Sue Trinh, Manulife Investment Management head of global macro strategy, said this at a time of an oversold equities market, and an economy still at the throes of a full rebound from the impact of the new coronavirus disease 2019 (COVID-19) pandemic.
“We do think there is scope for the Philippines to catch up in terms of regaining its lost ground versus the pre-COVID trend, the domestic recovery should come into its own and a little bit stronger. The recent pullback in global commodity prices suggests the worst of the terms of trade shock could be behind us as well. And then we continue to see the strong domestic demand as a way to insulate from external shocks,” Trinh said.
Trinh also said the Philippine economy continues to see a sustained domestic demand, underpinned by the infrastructure projects, supportive of an accelerated growth.

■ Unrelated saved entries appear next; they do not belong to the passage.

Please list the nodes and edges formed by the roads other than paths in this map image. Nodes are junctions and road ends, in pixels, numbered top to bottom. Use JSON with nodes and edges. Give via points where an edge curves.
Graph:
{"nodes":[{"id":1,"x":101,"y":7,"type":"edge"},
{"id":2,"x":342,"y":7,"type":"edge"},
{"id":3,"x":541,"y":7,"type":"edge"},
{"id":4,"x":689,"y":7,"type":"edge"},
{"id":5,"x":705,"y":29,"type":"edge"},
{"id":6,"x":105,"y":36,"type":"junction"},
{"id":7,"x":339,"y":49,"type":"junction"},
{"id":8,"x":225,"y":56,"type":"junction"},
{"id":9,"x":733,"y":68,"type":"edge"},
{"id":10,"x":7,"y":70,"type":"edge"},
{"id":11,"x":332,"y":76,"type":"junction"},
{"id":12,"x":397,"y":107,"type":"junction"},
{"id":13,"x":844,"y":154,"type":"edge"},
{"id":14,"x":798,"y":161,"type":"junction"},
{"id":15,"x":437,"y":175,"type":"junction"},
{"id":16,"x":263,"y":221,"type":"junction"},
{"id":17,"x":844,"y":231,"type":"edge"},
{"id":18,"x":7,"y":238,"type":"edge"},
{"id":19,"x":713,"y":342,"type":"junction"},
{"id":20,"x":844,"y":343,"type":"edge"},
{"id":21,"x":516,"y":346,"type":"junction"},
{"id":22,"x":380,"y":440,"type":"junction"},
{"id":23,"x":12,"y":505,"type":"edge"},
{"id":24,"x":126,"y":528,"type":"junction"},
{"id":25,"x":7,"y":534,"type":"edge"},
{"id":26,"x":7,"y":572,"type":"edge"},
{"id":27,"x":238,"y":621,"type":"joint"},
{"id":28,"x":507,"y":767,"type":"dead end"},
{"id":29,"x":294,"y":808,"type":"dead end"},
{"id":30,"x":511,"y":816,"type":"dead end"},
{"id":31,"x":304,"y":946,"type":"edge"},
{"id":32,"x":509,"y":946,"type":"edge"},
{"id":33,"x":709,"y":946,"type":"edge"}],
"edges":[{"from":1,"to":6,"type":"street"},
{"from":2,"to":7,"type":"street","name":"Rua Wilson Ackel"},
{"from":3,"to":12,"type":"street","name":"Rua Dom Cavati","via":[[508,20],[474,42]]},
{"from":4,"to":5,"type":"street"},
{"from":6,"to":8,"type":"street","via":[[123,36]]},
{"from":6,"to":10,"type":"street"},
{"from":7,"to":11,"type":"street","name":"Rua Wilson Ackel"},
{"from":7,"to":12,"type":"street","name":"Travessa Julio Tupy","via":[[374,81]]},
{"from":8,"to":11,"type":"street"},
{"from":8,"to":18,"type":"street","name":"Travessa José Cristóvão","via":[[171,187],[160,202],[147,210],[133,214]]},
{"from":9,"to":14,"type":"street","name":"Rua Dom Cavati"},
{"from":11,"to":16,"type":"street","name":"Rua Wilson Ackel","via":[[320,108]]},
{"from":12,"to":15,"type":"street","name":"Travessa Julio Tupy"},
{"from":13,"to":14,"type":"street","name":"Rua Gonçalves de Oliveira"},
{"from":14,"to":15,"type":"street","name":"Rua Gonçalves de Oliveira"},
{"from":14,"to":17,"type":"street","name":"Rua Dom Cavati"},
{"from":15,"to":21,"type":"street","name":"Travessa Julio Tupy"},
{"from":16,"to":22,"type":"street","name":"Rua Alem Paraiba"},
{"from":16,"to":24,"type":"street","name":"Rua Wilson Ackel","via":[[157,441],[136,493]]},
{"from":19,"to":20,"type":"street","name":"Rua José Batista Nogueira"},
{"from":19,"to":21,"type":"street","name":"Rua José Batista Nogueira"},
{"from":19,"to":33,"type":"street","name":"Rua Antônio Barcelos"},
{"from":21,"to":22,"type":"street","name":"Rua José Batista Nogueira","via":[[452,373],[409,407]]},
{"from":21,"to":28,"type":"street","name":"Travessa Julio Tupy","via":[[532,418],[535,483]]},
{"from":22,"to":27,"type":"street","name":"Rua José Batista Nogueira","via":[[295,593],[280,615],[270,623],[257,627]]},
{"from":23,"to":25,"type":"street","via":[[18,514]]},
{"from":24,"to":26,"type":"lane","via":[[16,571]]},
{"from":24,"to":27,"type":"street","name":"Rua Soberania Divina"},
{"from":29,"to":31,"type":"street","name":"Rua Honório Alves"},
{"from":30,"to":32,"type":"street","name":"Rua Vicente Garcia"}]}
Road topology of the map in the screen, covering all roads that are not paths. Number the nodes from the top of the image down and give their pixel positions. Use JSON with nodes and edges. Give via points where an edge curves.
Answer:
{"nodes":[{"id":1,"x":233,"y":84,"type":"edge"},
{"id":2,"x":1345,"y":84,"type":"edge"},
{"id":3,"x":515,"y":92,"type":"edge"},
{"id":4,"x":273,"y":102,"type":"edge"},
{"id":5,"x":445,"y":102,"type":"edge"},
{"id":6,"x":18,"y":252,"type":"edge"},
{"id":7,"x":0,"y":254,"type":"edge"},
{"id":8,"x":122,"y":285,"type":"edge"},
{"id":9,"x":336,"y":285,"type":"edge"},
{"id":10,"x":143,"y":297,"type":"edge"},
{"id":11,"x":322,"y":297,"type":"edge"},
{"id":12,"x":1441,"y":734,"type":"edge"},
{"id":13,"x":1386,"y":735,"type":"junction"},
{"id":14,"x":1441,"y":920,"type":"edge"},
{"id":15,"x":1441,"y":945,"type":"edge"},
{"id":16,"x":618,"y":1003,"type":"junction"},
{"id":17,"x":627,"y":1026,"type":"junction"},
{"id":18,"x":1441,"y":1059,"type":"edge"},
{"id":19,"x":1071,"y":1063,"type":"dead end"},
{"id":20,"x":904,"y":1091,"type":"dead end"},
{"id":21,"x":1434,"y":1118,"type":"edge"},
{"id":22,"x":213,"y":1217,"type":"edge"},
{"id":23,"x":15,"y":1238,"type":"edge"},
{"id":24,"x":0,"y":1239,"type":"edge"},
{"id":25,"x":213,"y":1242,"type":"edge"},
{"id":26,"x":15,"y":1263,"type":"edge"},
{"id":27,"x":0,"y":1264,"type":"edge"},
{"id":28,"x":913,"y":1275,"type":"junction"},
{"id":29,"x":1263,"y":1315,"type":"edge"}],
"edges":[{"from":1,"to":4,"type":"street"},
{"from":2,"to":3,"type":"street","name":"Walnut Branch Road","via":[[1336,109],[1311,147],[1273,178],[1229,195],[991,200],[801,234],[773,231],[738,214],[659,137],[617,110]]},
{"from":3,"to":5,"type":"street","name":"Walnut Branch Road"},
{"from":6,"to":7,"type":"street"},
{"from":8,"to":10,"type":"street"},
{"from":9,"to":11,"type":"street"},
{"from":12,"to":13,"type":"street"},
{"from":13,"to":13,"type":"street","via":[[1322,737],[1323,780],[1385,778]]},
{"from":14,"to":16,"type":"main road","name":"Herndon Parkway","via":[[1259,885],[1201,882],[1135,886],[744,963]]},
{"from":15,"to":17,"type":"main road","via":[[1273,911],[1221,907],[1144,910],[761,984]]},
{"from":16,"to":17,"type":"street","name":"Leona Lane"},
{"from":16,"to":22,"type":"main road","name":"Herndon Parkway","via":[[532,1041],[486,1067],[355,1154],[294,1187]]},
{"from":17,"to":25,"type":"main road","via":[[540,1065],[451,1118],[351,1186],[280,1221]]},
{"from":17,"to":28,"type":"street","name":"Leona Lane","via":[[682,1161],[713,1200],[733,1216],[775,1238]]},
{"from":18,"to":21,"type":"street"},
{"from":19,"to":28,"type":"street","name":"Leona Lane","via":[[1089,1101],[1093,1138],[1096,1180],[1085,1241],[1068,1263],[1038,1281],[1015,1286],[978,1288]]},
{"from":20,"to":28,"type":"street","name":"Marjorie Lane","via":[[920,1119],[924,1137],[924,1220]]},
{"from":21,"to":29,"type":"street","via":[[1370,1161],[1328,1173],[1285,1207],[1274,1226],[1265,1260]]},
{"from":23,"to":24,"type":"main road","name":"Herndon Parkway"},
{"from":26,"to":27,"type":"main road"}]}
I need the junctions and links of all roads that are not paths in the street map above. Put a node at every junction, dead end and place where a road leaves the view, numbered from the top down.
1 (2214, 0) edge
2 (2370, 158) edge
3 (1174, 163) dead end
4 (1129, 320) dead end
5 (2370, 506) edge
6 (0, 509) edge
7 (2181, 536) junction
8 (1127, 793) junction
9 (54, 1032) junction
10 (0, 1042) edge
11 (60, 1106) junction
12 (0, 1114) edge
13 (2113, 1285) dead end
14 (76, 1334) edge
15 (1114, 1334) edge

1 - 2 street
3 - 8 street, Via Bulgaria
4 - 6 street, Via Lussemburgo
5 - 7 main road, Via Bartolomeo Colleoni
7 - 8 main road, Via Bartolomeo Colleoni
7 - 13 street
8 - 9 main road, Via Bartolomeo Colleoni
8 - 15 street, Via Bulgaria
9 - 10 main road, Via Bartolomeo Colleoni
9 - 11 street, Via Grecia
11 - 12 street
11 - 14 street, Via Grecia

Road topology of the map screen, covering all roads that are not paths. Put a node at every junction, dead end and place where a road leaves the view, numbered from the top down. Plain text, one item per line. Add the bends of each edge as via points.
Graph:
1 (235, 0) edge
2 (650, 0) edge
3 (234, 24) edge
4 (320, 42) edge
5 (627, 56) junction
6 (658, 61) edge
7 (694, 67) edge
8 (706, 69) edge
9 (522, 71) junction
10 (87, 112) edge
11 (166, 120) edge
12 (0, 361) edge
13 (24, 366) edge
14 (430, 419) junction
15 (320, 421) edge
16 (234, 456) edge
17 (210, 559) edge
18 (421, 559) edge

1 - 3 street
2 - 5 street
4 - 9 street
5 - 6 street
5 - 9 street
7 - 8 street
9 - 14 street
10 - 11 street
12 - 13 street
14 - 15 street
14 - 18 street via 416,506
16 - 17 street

“That’s typically quite supportive for equities. For equities, when you look at current market pricing, the Philippine market appears somewhat oversold…on both a cyclical and structural basis, when you look at the extent of the multiple compression to date as well as forward earnings expectations. We do think the outlook ahead looks much more constructive than it has in the last six months for instance,” Trinh said.
Trinh said the peso will also benefit from the easing commodity prices coupled with the Bangko Sentral ng Pilipinas’ (BSP) willingness to be aggressive in its monetary policy.
“The peso (has) weakened to a now all-time low against the US dollar…,” she said, adding the peso is now down 9 percent and is one of the worst performing currency in Asia today.
Apart from the impact of the US Fed’s tightening policy, the peso likewise is challenged by the Philippines’ high current account deficit.
“We had noticed some loss of confidence by domestic residents. So FX deposits have been accelerating year- to- date and really exceed historical levels prior to the pandemic,” she said.
“Even if global risk appetite weakens sharply, we don’t think the marginal impact on the peso should be so much because of the relatively low level of foreign currency debt. Which means that a weakening peso doesn’t affect financial stability the way it does for other emerging markets,” she added.
Trinh said the BSP is likely to raise rates by another 25 basis points for the rest of the year.